The gamepad arrived directly from Japan. Note that I began soldering to the 2.4 GHz transmitter and crafting the theory before I actually got the gamepad.

After disassembling, I noticed that there was less space inside than I thought: The Buffalo controller is thinner than an original SNES controller and a bit slanted. It wasn’t possible to power it with 2 AAA batteries because of this size limitation - I used a LiPo battery as planned before in the schematic.

At first, the PCB of the controller kind of confused me and looked other than the PCB of an original SNES controller as seen on XodusTech’s site.

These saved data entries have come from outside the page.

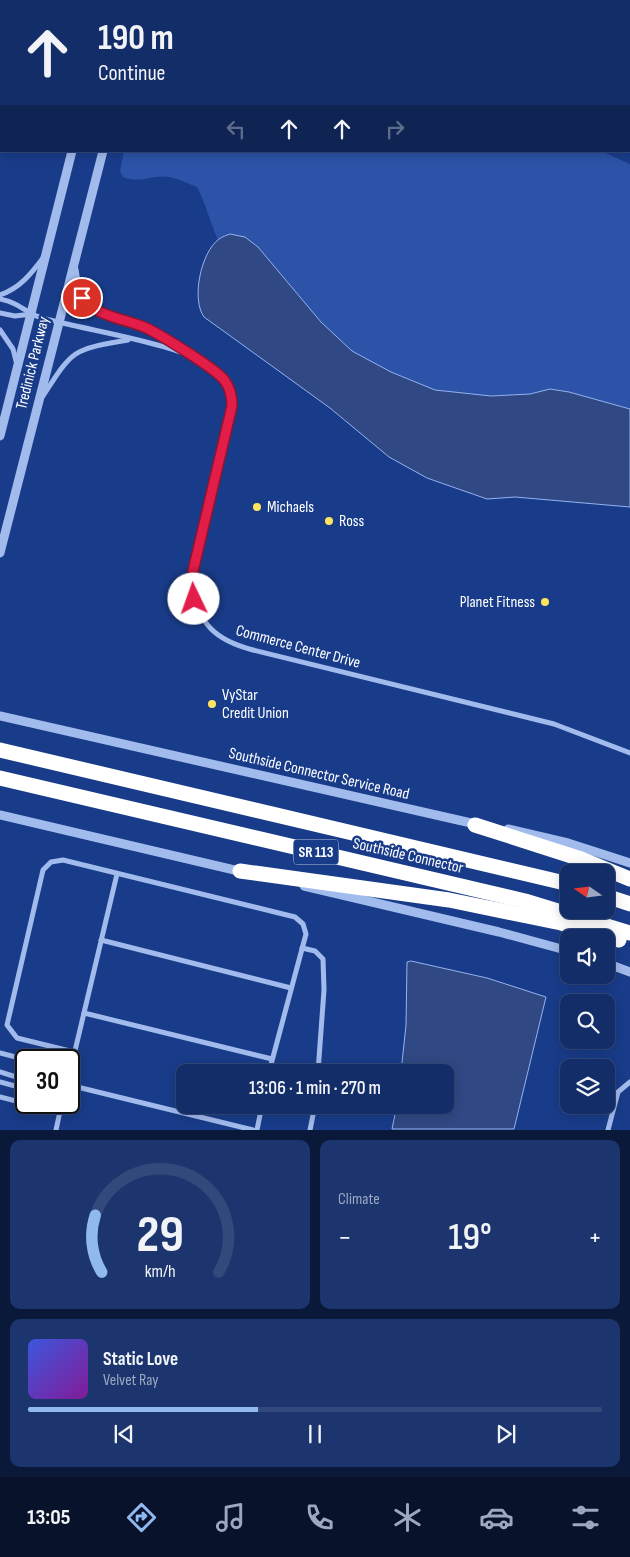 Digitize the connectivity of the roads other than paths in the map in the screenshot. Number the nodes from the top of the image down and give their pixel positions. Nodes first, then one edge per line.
1 (72, 152) edge
2 (103, 152) edge
3 (47, 253) junction
4 (75, 261) junction
5 (0, 295) edge
6 (0, 299) edge
7 (0, 313) edge
8 (32, 314) junction
9 (59, 322) junction
10 (0, 330) edge
11 (131, 340) junction
12 (186, 353) junction
13 (18, 368) junction
14 (39, 402) junction
15 (0, 436) edge
16 (0, 553) edge
17 (0, 716) edge
18 (0, 750) edge
19 (630, 753) edge
20 (0, 778) edge
21 (0, 816) edge
22 (474, 825) junction
23 (630, 863) edge
24 (240, 871) junction
25 (117, 874) junction
26 (630, 880) edge
27 (560, 882) edge
28 (615, 899) edge
29 (630, 904) edge
30 (630, 933) edge
31 (101, 940) junction
32 (630, 943) edge
33 (302, 948) junction
34 (560, 949) edge
35 (615, 966) edge
36 (630, 972) edge
37 (291, 988) junction
38 (84, 1012) junction
39 (62, 1049) edge
40 (75, 1049) edge
41 (0, 1053) edge
42 (15, 1057) edge
43 (272, 1059) junction
44 (271, 1064) edge
45 (319, 1064) edge
46 (0, 1072) edge
47 (15, 1077) edge
48 (0, 1082) edge
49 (630, 1082) edge
50 (15, 1086) edge
51 (80, 1088) edge
52 (0, 1097) edge
53 (15, 1101) edge
54 (59, 1114) edge
55 (259, 1114) edge
56 (313, 1114) edge
57 (56, 1130) edge
58 (255, 1130) edge
59 (310, 1130) edge
60 (608, 1130) edge

1 - 3 street, Tredinick Parkway
2 - 4 street, Tredinick Parkway
3 - 5 street
3 - 8 street, Tredinick Parkway
4 - 9 street, Tredinick Parkway
4 - 12 street
6 - 8 street, Commerce Center Drive
7 - 8 street, Commerce Center Drive
8 - 9 street, Commerce Center Drive
8 - 13 street, Tredinick Parkway
9 - 11 street, Commerce Center Drive
9 - 14 street, Tredinick Parkway
10 - 13 street
11 - 12 street, Commerce Center Drive
11 - 14 street
12 - 19 street, Commerce Center Drive
13 - 15 street, Tredinick Parkway
14 - 16 street, Tredinick Parkway
17 - 22 street, Southside Connector Service Road
18 - 27 highway, Southside Connector / SR 113
20 - 30 highway, Southside Connector / SR 113
21 - 24 street
22 - 23 street, Southside Connector Service Road
22 - 26 highway
24 - 32 highway
24 - 34 street
25 - 31 street
25 - 33 street
25 - 39 street
28 - 29 highway
31 - 37 street
31 - 38 street
33 - 37 street
33 - 45 street
35 - 36 street
37 - 43 street
38 - 40 street
38 - 43 street
41 - 42 street
43 - 44 street
46 - 47 street
48 - 50 street
49 - 60 street
51 - 58 street
52 - 53 street
54 - 57 street
55 - 58 street
56 - 59 street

While testing with the voltmeter (when the controller was plugged in via USB), I recognized some little copper points which were nearly every time on the “+ side” of each button. These seemed ideal to use as little solder pads.

With those little practical solder pads at least every button could have one individual cable. BUT (referring to the mapping chapter): The 2.4GHz controller needed one cable on the left side connected with one cable of the right side to produce a unique button.

This meant I could not use the principle of common ground because this wouldn’t allow me to use the arrow keys as real keyboard arrow keys. In fact, it would limit the button combinations to 18 * 1. For me, the consequence was to remap the buttons (d’oh!).

A solution to solve this was to divide the PCB into 4 zones by making “borders” with a sharp knife/tool:

Advanced destruction ahead!

Mounting

I removed the plastic holders on the inner backside of the gamepad to get more space, I really needed it. There will be more pressure than before anyways because of all the components.

After mounting all components with much hot glue fun:

I forgot to say: The gamepad’s case also needed to be modified - I cut two small slots for the Micro-USB port and the slide switch. Finally, I carefully closed it up and tested it.

It worked! I only needed to justify the case’s screws a bit to optimize the buttons’ pressure points.

Bottom line

All in all, I have to say that this project was a bit tricky and maybe for some persons not worth the effort (also in the end it’s maybe more expensive than simply buying one of those existing Bluetooth controllers). However, I personally had fun when realizing this project even if there were some frustrating parts; I also got some new hardware experiences.

… and hey, there also is the fancy LED!